Fifth Wave Recedes in Face of High Vaccination Rates


The German-American Pfizer-BioNTech Comirnaty coronavirus vaccine is prepared for use at the Dorottya Hospital in Nagykanizsa (214 km southwest of Budapest), on March 23, 2022.

Photo by György Varga / MTI

The fifth wave of the coronavirus pandemic has receded, largely due to the high vaccination coverage, according to the official government website for coronavirus news,

To celebrate the success of the vaccine in returning society to a relative sense of normalcy, the National Bank of Hungary (MNB) issued a commemorative coin on March 10, acknowledging the Hungarian invention that provided the basis for messenger RNA vaccines. The rectangular collectors’ coins display the names of the Hungarian, American and Canadian scientists who played instrumental roles in the research and production of the BioNTech/Pfizer and Moderna COVID-19 vaccines: Katalin Karikó, Ian MacLachlan, Norbert Pardi and Drew Weissman.

At the time of print, the number of vaccinated people in Hungary stood at just over 6.4 million. Some 60% have already received their booster jab, while another 239,000 have applied for a fourth dose. The government website suggested those who received their last jab more than four months ago get a third dose, adding that five vaccines, Pfizer, Sinopharm, Moderna, AstraZeneca, and Janssen, were available to choose from at hospitals.

It also emphasized that vaccinations continue to be provided at hospital checkpoints, GPs, and pediatricians, with vaccination action days continuing every Thursday, Friday, and Saturday in March. Of the 30 million vaccines doses received thus far, more than 16.6 million doses have been administered as first, second, third and fourth vaccinations.

Donations Abound

However, in its abundance of vaccines, Hungary has also donated a significant number of doses to countries in greater need around the world. Minister of Foreign Affairs and Trade Péter Szijjártó said in a post on Facebook on March 10 that Hungary was donating another 523,000 doses of the AstraZeneca Vaxzevria vaccine to Cambodia, bringing the total number of COVID jabs Hungary has donated to Cambodia to over one million.

Hungary also donated 156,000 doses of the AstraZeneca coronavirus vaccine to Vietnam, Szijjártó said on Facebook on March 17. Szijjártó noted that Hungary had earlier sold 400,000 and gifted 100,000 AstraZeneca jabs to the Southeast Asian country, bringing total vaccine deliveries there to 656,000. In total, Hungary has delivered close to five million COVID jabs to 18 countries, he added. The government has also been providing coronavirus vaccines to refugees from Ukraine.

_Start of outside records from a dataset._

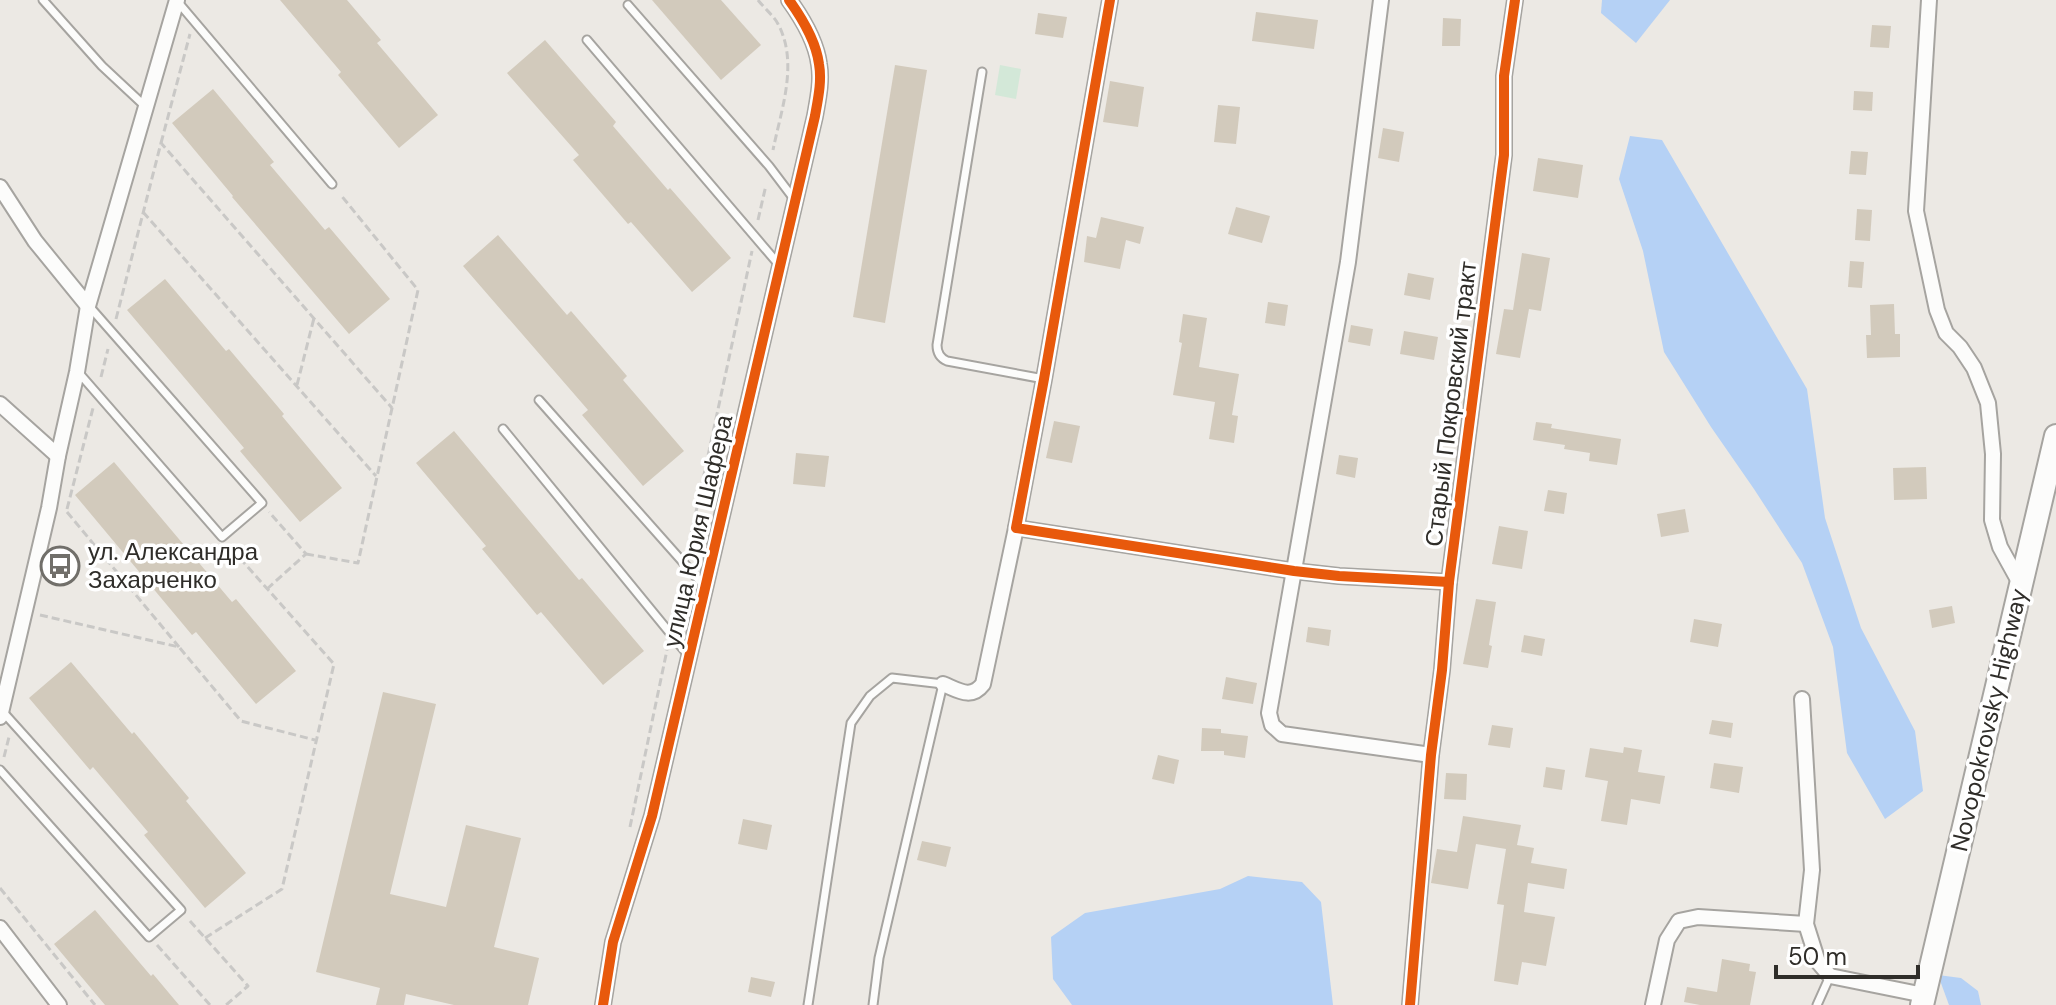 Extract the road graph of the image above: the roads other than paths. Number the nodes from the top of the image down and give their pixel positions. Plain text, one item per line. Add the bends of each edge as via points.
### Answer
1 (43, 0) edge
2 (789, 0) edge
3 (1110, 0) edge
4 (1381, 0) edge
5 (1515, 0) edge
6 (1929, 0) edge
7 (177, 1) edge
8 (628, 5) dead end
9 (587, 40) dead end
10 (982, 72) dead end
11 (147, 108) junction
12 (332, 184) road end
13 (0, 187) edge
14 (795, 201) junction
15 (780, 266) junction
16 (88, 306) junction
17 (77, 372) junction
18 (1044, 379) junction
19 (539, 400) dead end
20 (0, 404) edge
21 (503, 429) dead end
22 (2056, 436) edge
23 (58, 456) junction
24 (2052, 469) edge
25 (1016, 528) junction
26 (1294, 571) junction
27 (1449, 582) junction
28 (2021, 585) junction
29 (706, 587) junction
30 (690, 657) junction
31 (943, 684) junction
32 (1802, 699) dead end
33 (1, 714) edge
34 (1431, 755) junction
35 (0, 770) edge
36 (1806, 924) junction
37 (0, 928) edge
38 (1830, 976) junction
39 (1923, 1000) edge
40 (59, 1005) edge
41 (603, 1005) edge
42 (808, 1005) edge
43 (873, 1005) edge
44 (1410, 1005) edge
45 (1653, 1005) edge
46 (1817, 1005) edge

1 - 11 lane
2 - 14 street, улица Юрия Шафера via 802,17 819,64 820,86
3 - 18 street
4 - 26 street via 1348,262
5 - 27 street, Старый Покровский тракт via 1504,76 1504,155
6 - 28 street via 1916,211 1937,310 1946,333 1974,368 1988,403 1992,520
7 - 11 street
7 - 12 lane
8 - 14 lane
9 - 15 lane
10 - 18 lane via 937,351 947,361
11 - 16 street
13 - 16 street
14 - 15 street, улица Юрия Шафера
15 - 29 street, улица Юрия Шафера
16 - 17 street
16 - 17 lane via 262,503 222,537
17 - 23 street
18 - 25 street
19 - 29 lane
20 - 23 street
21 - 30 lane
22 - 24 main road, Novopokrovsky Highway
23 - 33 street
24 - 28 main road, Novopokrovsky Highway
25 - 26 street
25 - 31 street via 983,684 968,694
26 - 27 street
26 - 34 street via 1269,713 1272,725 1282,734
27 - 34 street, Старый Покровский тракт
28 - 39 main road, Novopokrovsky Highway
29 - 30 street, улица Юрия Шафера
30 - 41 street, улица Юрия Шафера via 652,816 613,942
31 - 42 lane via 892,678 870,696 851,723
31 - 43 lane via 879,958
32 - 36 street via 1812,870
33 - 35 lane via 181,910 149,937
34 - 44 street, Старый Покровский тракт
36 - 38 street via 1818,962
36 - 45 street via 1698,917 1679,921 1667,940
37 - 40 street
38 - 39 street
38 - 46 lane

Indeed, as one epochal global crisis appears to be waning, another has readily appeared to take its place in the form of Russia’s invasion of Ukraine, which began in the early hours of February 24. Some businesses facing labor shortages, for instance, now expect that the situation will be even more serious, according to the Institute of Economics and Entrepreneurship of the Hungarian Chamber of Commerce and Industry (GVI). According to their survey, only 7% of companies expect an improvement; 52% say there will be no relief, and 41% fear an even more significant labor shortage than at present.

Meanwhile, around three-quarters of Hungarian companies expect the war in Ukraine to negatively affect business, according to a survey by economic research institute GKI conducted between March 4-18. Around 26% of companies expect a “very negative” impact on business and 46% a “moderately negative” impact. In contrast, roughly 27% don’t expect the conflict to have a “tangible effect” on business for the time being; 57% of companies in business services don’t expect it to have much of an effect on business at all.

While industrial companies were the most concerned, companies in the construction and commerce sectors were less so. As this crisis has overtaken COVID in terms of its acute effects on Hungary’s businesses, economy and society, this column will be shifting its focus to weekly updates on the conflict in Ukraine.